▸ **GOAL OF THE EXERCISE**: Stop after the line with "position:absolute; left:544px; top:119px;". Up to that point, output every line of the listing below exactly from the first one onward, skipping pictures.

*** Block opens ***

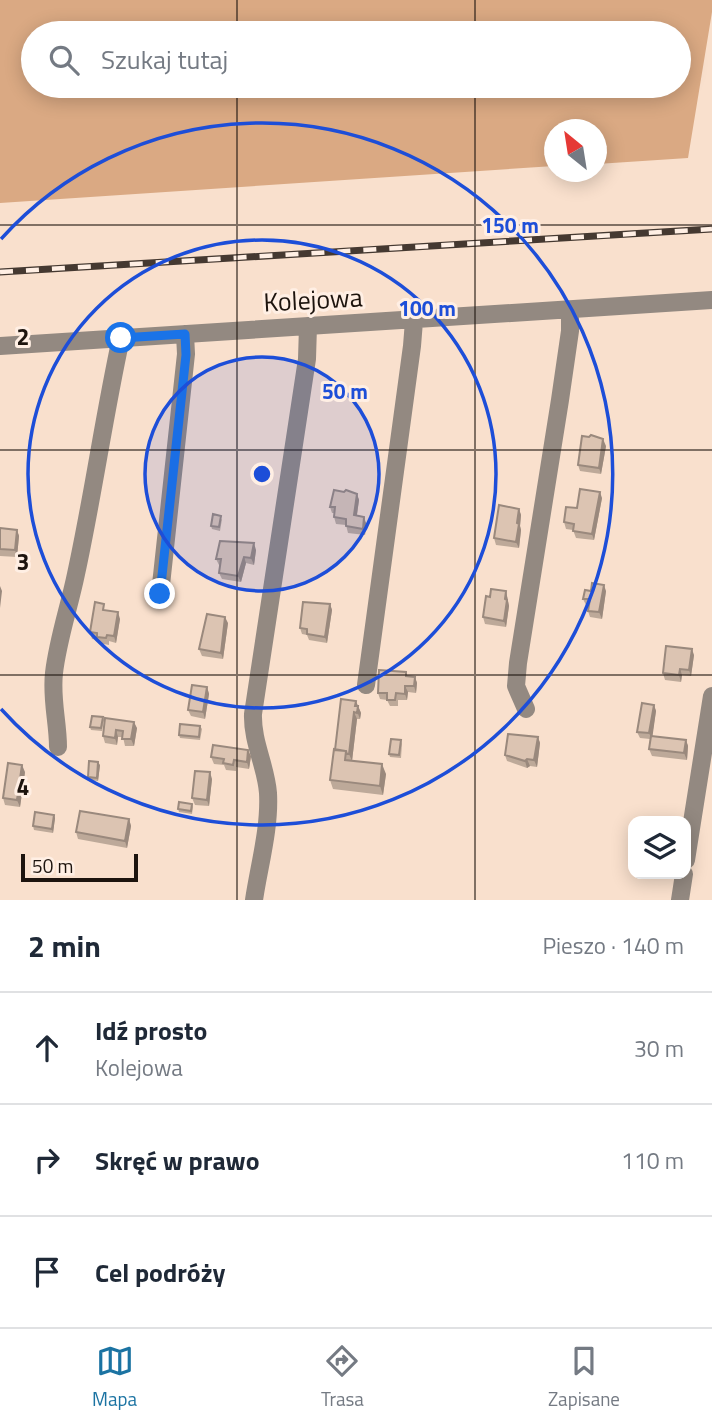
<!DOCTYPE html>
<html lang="pl">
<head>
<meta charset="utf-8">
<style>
  :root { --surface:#fff; --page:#f2f2f3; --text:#1f2937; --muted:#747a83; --line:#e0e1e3; --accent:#1b73a2 }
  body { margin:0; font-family:"Titillium Web",sans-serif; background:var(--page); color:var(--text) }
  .controls { position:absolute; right:21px; bottom:21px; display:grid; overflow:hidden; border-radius:14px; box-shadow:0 4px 18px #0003 }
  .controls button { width:63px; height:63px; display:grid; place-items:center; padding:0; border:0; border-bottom:2px solid var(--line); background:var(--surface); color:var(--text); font:35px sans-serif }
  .compass { position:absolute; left:544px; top:119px; width:63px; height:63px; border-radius:50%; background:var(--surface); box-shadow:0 4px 18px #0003; rotate:330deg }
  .scale { position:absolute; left:21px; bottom:18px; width:117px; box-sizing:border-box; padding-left:7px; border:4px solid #1d140e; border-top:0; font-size:19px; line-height:24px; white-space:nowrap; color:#1d140e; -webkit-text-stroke:5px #ffefe4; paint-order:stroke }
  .stop { position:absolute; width:21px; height:21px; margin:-16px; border:5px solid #1a73e8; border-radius:50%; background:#fff }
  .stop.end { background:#1a73e8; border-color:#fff; box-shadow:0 2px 7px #0008 }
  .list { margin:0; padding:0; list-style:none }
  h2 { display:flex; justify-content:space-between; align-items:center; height:91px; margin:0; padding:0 28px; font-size:30px }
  h2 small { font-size:23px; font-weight:400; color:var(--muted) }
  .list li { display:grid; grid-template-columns:46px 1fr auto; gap:21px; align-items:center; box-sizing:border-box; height:112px; padding:0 28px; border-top:2px solid var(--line) }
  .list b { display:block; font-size:26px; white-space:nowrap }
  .list p { margin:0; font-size:23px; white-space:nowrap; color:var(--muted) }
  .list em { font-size:23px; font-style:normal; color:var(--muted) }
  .icon { flex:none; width:38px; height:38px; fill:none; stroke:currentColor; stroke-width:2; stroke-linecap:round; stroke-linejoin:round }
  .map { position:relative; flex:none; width:712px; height:900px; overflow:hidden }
  .search { position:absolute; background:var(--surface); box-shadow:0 4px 18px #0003; left:21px; right:21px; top:21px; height:77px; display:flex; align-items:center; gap:18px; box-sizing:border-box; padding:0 24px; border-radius:38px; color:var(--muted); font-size:26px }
  .sheet { height:427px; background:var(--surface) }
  nav { display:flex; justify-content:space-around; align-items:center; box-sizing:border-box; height:98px; border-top:2px solid var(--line); background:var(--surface); font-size:19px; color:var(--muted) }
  nav a { display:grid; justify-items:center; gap:4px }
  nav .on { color:var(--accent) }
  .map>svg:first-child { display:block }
  .green { fill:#daa983; fill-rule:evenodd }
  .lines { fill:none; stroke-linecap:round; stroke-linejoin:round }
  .minor { stroke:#938981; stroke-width:18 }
  .rail-casing { stroke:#453931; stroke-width:7 }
  .rail { stroke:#ffefe4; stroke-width:4.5; stroke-dasharray:13; stroke-linecap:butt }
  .wall { fill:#bda999 }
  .shaded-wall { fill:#9a897d }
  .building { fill:#dcc4b2; stroke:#9a897d; stroke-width:2 }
  .route { stroke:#1a73e8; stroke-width:9 }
  .grid { fill:none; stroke:#1d140e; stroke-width:2; stroke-opacity:0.55 }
  .ring { fill:none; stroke:#1d4ed8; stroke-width:3.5 }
  .labels { text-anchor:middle; stroke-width:6; stroke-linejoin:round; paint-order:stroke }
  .street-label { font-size:26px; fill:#1d140e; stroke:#ffefe4 }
  .grid-label { font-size:23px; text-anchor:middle; font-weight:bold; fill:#1d140e; stroke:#ffefe4; stroke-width:6; stroke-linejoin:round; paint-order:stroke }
  .centre { fill:#1d4ed8; stroke:#ffefe4; stroke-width:3.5 }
  .ring-label { font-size:21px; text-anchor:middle; font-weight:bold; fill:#1d4ed8; stroke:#ffefe4; stroke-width:6; stroke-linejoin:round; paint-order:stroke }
</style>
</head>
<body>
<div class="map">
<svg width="712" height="900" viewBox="0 0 712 900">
  <rect width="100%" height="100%" fill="#f9e0cd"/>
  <path class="green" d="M0,0H712V12L688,158L597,164L596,130H554V166L0,203ZM33,33H679V86H33Z"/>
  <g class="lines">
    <path class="minor" d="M0,346L712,300
      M160,594L186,354L185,334
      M366,685L412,346L414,321
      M526,709L516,686L518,663L560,400L570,331V310
      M58,747C58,722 51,699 54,673C58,639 69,608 76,574C93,496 104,416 121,338
      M686,860L712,696
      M254,900C259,866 270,828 268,793C266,766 252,742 253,714L307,359L308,326
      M680,900L684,874"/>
    <g class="rail-casing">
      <path id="rail" d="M0,272L712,229"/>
    </g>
    <use href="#rail" class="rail"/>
  </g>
  <path class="wall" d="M606,446L601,474L580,471L578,465Z
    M357,494L359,500L357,515L366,523L365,535L348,533L346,525L336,524L334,517V513H332L330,507Z
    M602,498L594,540L576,538L573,530L566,529L564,522L577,508Z
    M519,509L521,515L520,526L521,530L519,548L496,545L494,538Z
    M222,519L220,531L212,529L211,526Z
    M0,528L17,530L19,536L17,557L0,556Z
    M256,550L254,565L246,563L241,582L222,579L219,573L221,566L219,565L216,559Z
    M506,591L509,606L506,627L485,624L483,617L490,597Z
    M606,591L602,619L590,617L588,611L589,605H586L583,599Z
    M330,604L332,610L327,643L309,640L307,635L302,634L300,628Z
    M106,610L120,619L116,643L109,641V645L99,643L98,640L92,639L90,632Z
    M228,623L223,659L202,656L199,649Z
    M694,655L691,676L682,675L681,682L665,680L663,673Z
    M406,672L408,677H415L417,683L416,693L408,692L407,700H398V706H390L387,700L380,699L378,693Z
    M207,687L209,694L205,719L191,716L188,710Z
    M654,705L656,711L652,736L686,740L688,746L687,760L652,756L649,749L650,739L640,738L637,732Z
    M358,706L361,713L360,719H357L352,761L386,774L383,795L333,789L330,780L335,750Z
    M103,717L104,720L102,731L91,730L90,727Z
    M105,718L137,728L134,746H125L123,737H118L117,745L105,743L103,736Z
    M200,726L202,729L200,740L180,738L179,735Z
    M538,737L540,743L537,767L530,766L527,768L507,761L505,755Z
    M401,740L402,744L401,758L390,757L389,754Z
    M251,756L249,769L236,767V771L226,770L224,765L214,764L211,757Z
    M100,765L98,781L89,780L88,777Z
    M25,772L20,807L5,805L3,798Z
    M212,779L209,806L195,805L192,798Z
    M192,804L193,807L192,814L179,812L178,809Z
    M55,818L53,833L34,830L33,826Z
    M129,819L131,826L127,848L78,839L76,832Z"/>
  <path class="shaded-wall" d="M603,439L606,446L601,474L599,468Z
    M600,492L602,498L594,540L592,534Z
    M357,494L359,500L356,521L354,515Z
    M519,509L521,515L520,526L521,530L519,548L516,542Z
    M364,517L366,523L365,535L363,529Z
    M17,530L19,536L17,557L15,550Z
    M254,543L256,550L254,565L251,558Z
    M244,557L246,563L241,582L238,576Z
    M604,585L606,591L602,619L599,612Z
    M0,586L2,591L0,608Z
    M506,591L509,606L506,627L504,621Z
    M330,604L332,610L327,643L325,637Z
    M118,612L120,619L116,643L114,636Z
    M225,617L228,623L223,659L221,653Z
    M692,649L694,655L691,676L689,670Z
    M680,669L682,675L681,682L679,675Z
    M415,677L417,683L416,693L414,686Z
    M405,686L408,692L407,700L405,694Z
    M207,687L209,694L205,719L203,712Z
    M356,701L361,713L360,719L355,706Z
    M654,705L656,711L652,740L649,733Z
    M354,712L357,719L352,761L349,754Z
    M134,722L137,728L134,746L131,739Z
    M116,730L118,737L117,745L115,738Z
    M538,737L540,743L537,767L534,760Z
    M686,740L688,746L687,760L684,753Z
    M248,750L251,756L249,769L247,762Z
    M527,759L530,766L527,768L525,761Z
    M98,762L100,765L98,781L97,778Z
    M382,764L386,774L383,795L380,786Z
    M22,765L25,772L20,807L17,800Z
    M210,772L212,779L209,806L207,800Z
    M54,815L55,818L53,833L52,829Z
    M129,819L131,826L127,848L125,841Z"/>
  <path class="building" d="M591,435L603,439L599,468L578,465L582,436L589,437Z
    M580,489L600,492L592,534L573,531L574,524L564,522L566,507L577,508Z
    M334,490L344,492L346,490L357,494L354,515L364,517L363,529L346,526V519L334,517L335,507H330Z
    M499,505L519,509L517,523L519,524L516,542L494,538Z
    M213,514L221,516L219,527L211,526Z
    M0,528L17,530L15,550L0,549Z
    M220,541L254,543L251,558L244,557L238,576L219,573L221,559H216Z
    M592,583L604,585L599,612L588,611L590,599H583L585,590L591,591Z
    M491,589L506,591L505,599L507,600L504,621L483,617L486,596L490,597Z
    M95,602L104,604L103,610L118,612L114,636L107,635L106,638L97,637V633L90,632Z
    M303,602L330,604L325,637L307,634V629L300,628Z
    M207,614L225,617L221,653L199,649Z
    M666,646L692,649L689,670L680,669L679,675L663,673Z
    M379,670L406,672V676L415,677L414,686H405V694L396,693L395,700H387V693H378Z
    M192,685L207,687L203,712L188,710Z
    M341,699L356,701L355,706H358L357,713L354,712L349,754H347L346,751L335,750Z
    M642,703L654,705L649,733L637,732Z
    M92,716L103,717L101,728L90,727Z
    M105,718L134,722L131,739H122L123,731L116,730L115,738L103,736Z
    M180,724L200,726L199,737L179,735Z
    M508,734L538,737L534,760L527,759L525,761L505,755Z
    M651,736L686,740L684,753L649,749Z
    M391,739L401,740L399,755L389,754Z
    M213,745L248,750L247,762L234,760L233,765L223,763L224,759L211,757Z
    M334,749L346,751L345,760L382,764L380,786L330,780Z
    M89,761L98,762L97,778L88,777Z
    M8,763L22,765L17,800L3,798Z
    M195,771L210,772L207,800L192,798Z
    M179,802L192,804L191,811L178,809Z
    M80,811L129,819L125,841L76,832Z
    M35,812L54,815L52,829L33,826Z"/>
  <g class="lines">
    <path class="route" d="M121,338L185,334L186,355L160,594"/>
  </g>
  <path class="grid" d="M237,0V33M475,0V33M237,86V900M475,86V900M0,225H712M0,450H712M0,675H712"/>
  <circle cx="262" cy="474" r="117" fill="#1d4ed8" fill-opacity=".12"/>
  <g class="ring">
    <circle cx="262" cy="474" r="117"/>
    <circle cx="262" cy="474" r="234"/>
    <path d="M1 239A351 351 0 1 1 1 709"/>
  </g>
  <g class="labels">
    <g class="street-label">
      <text transform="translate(313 300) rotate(-3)" y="9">Kolejowa</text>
    </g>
  </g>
  <g class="grid-label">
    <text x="23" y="345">2</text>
    <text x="23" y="570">3</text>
    <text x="23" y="795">4</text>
  </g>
  <circle cx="262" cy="474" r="10" class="centre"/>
  <g class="ring-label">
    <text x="510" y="233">150 m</text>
    <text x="427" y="316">100 m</text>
    <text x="345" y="399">50 m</text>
  </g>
</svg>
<div class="controls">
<button><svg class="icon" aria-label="layers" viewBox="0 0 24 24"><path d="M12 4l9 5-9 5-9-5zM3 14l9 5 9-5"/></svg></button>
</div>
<svg class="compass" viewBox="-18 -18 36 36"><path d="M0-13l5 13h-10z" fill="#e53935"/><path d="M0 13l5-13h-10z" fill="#747a83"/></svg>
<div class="scale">50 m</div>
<div class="stop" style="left:121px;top:338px"></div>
<div class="stop end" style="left:160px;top:594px"></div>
<div class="search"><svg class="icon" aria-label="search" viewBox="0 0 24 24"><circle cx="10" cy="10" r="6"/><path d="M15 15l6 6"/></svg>Szukaj tutaj</div>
</div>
<section class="sheet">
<h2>2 min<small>Pieszo · 140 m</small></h2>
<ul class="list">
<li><svg class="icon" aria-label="ahead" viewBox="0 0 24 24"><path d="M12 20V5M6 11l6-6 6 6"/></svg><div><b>Idź prosto</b><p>Kolejowa</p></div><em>30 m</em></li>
<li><svg class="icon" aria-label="right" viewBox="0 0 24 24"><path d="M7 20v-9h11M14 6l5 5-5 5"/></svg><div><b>Skręć w prawo</b></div><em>110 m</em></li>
<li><svg class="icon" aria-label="arrive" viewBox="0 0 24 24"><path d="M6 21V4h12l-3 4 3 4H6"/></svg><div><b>Cel podróży</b></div></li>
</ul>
</section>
<nav>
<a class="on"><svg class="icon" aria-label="map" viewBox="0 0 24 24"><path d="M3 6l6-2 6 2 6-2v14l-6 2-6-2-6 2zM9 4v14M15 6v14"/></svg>Mapa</a>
<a><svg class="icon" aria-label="directions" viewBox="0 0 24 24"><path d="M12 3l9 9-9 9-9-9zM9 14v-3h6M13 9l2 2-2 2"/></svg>Trasa</a>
<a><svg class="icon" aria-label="saved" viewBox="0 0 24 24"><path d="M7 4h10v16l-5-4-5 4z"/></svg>Zapisane</a>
</nav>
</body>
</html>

*** Block closes ***

▸ **SOLUTION TO THIS EXERCISE**:
<!DOCTYPE html>
<html lang="pl">
<head>
<meta charset="utf-8">
<style>
  :root { --surface:#fff; --page:#f2f2f3; --text:#1f2937; --muted:#747a83; --line:#e0e1e3; --accent:#1b73a2 }
  body { margin:0; font-family:"Titillium Web",sans-serif; background:var(--page); color:var(--text) }
  .controls { position:absolute; right:21px; bottom:21px; display:grid; overflow:hidden; border-radius:14px; box-shadow:0 4px 18px #0003 }
  .controls button { width:63px; height:63px; display:grid; place-items:center; padding:0; border:0; border-bottom:2px solid var(--line); background:var(--surface); color:var(--text); font:35px sans-serif }
  .compass { position:absolute; left:544px; top:119px; width:63px; height:63px; border-radius:50%; background:var(--surface); box-shadow:0 4px 18px #0003; rotate:330deg }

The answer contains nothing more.